Having provided a very brief summary of the many pies in which Nora Bateson has planted her fingers, it may interest you to know that her 2016 book, Small Arcs of Larger Circles: Framing Through Other Patterns, promotes something known as ‘symmathesy’. This concept is said to relate “specifically to living systems and to their capacity for interacting with, and learning from, one another.” Hence the fact that she is directly involved in the US (re)education system. Symmathesy also involves facilitating a form of “interdependency” through communications networks, something which clearly runs in line with the secret agenda of the ER’s Gail Bradbrook. As this website has revealed, her signature appears at the end of a UK House of Commons International Development Committee document entitled ‘Tax in Developing Countries: Increasing Resources for Development’. This process was carried out in association with the African Tax Administration Forum (ATAF), a body which has connections to financial institutions and economic departments all over the world, not least The International Centre for Tax and Development (ICTD) that is funded by the Bill & Melinda Gates Foundation (BMGF). In other words, these individuals are already working for global agencies that are actively involved in the imperial affairs of neocolonial government. This, we presume, is what Bateson means by “interdependency”.

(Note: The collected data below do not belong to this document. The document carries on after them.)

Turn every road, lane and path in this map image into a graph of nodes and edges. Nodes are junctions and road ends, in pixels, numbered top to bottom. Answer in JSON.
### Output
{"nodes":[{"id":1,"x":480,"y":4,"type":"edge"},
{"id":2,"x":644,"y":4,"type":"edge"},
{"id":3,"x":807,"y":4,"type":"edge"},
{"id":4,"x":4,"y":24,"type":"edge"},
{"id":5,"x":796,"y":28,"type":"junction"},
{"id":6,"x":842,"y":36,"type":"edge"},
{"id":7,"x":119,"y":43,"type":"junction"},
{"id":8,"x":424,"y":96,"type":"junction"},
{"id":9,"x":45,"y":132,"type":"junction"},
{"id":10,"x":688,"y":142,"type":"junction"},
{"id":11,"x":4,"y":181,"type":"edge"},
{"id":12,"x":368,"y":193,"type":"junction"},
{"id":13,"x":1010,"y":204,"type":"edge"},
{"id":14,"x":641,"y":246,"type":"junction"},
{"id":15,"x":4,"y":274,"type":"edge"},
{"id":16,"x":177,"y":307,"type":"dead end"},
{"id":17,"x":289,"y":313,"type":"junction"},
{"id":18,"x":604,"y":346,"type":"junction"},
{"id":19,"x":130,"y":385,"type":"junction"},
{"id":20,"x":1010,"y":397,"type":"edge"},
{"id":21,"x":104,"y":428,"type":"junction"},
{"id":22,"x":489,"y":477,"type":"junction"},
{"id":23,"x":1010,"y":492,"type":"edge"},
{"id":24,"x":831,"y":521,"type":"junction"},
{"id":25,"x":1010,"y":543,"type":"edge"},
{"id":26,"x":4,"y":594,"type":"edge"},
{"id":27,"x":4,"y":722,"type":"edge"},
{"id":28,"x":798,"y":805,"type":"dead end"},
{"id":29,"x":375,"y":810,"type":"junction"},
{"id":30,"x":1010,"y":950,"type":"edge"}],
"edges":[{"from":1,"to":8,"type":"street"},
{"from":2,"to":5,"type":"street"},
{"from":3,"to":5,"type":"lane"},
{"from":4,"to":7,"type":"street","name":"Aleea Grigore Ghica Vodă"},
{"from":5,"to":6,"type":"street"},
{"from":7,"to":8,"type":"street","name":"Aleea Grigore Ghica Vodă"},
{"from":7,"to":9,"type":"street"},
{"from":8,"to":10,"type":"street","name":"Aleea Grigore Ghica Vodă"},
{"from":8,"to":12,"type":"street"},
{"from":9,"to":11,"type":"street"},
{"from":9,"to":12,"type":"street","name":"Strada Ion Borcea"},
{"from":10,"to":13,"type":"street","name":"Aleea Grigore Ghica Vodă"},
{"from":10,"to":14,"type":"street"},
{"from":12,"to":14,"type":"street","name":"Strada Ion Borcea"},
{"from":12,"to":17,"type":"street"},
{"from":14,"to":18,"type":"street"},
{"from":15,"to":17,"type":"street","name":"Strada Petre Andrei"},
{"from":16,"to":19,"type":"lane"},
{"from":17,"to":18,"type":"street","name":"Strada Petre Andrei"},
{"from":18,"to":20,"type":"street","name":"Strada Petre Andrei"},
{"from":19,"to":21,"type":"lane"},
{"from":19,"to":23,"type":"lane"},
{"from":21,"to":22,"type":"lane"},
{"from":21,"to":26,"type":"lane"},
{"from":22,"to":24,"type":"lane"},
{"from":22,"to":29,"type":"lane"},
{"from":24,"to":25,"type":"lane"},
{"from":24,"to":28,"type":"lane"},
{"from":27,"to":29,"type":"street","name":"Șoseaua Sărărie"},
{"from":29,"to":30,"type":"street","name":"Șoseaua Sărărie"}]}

The link between people like Dr. Bradbrook and the IBI lies in the fact that the ER co-ordinator studied molecular biophysics at the University of Manchester. Both Bradbrook and the Bateson dynasty, therefore, are using their knowledge of biological systems to force rapid global change in human society. It is akin to unleashing a devastating virus from one of William Bateson’s own petri dishes and the coming 5g communications network that will drag the so-called Third World kicking and screaming into the twenty-first century, not to mention those of us living in the countries of Europe and North America, is all part of the plan.

Despite her bluster about global awareness and conscientious, ethical government, the subtitle of Bateson’s recent book – Framing Through Other Patterns – says it all. The real agenda behind the IBI is to help reshape the world in accordance with a new industrial revolution that will see capitalist corporations at the very forefront of developments that most people assume to be contrary to the designs of Big Business itself. Rather than ecology being ‘framed’ through government, as Bateson would have us believe, government is actually ‘framing’ all future discourse by way of controlled ecological ‘resistance’.

1 thought on “Birthing the Dystopia: The Sinister Role of the International Bateson Institute

  1. It’s a pity that supreme scholars such as Frances Stonor Saunders cannot tell us how all these research institutes, which are actually think tanks, have been funded from 1965 to the present day. We’d be dramatically stunned.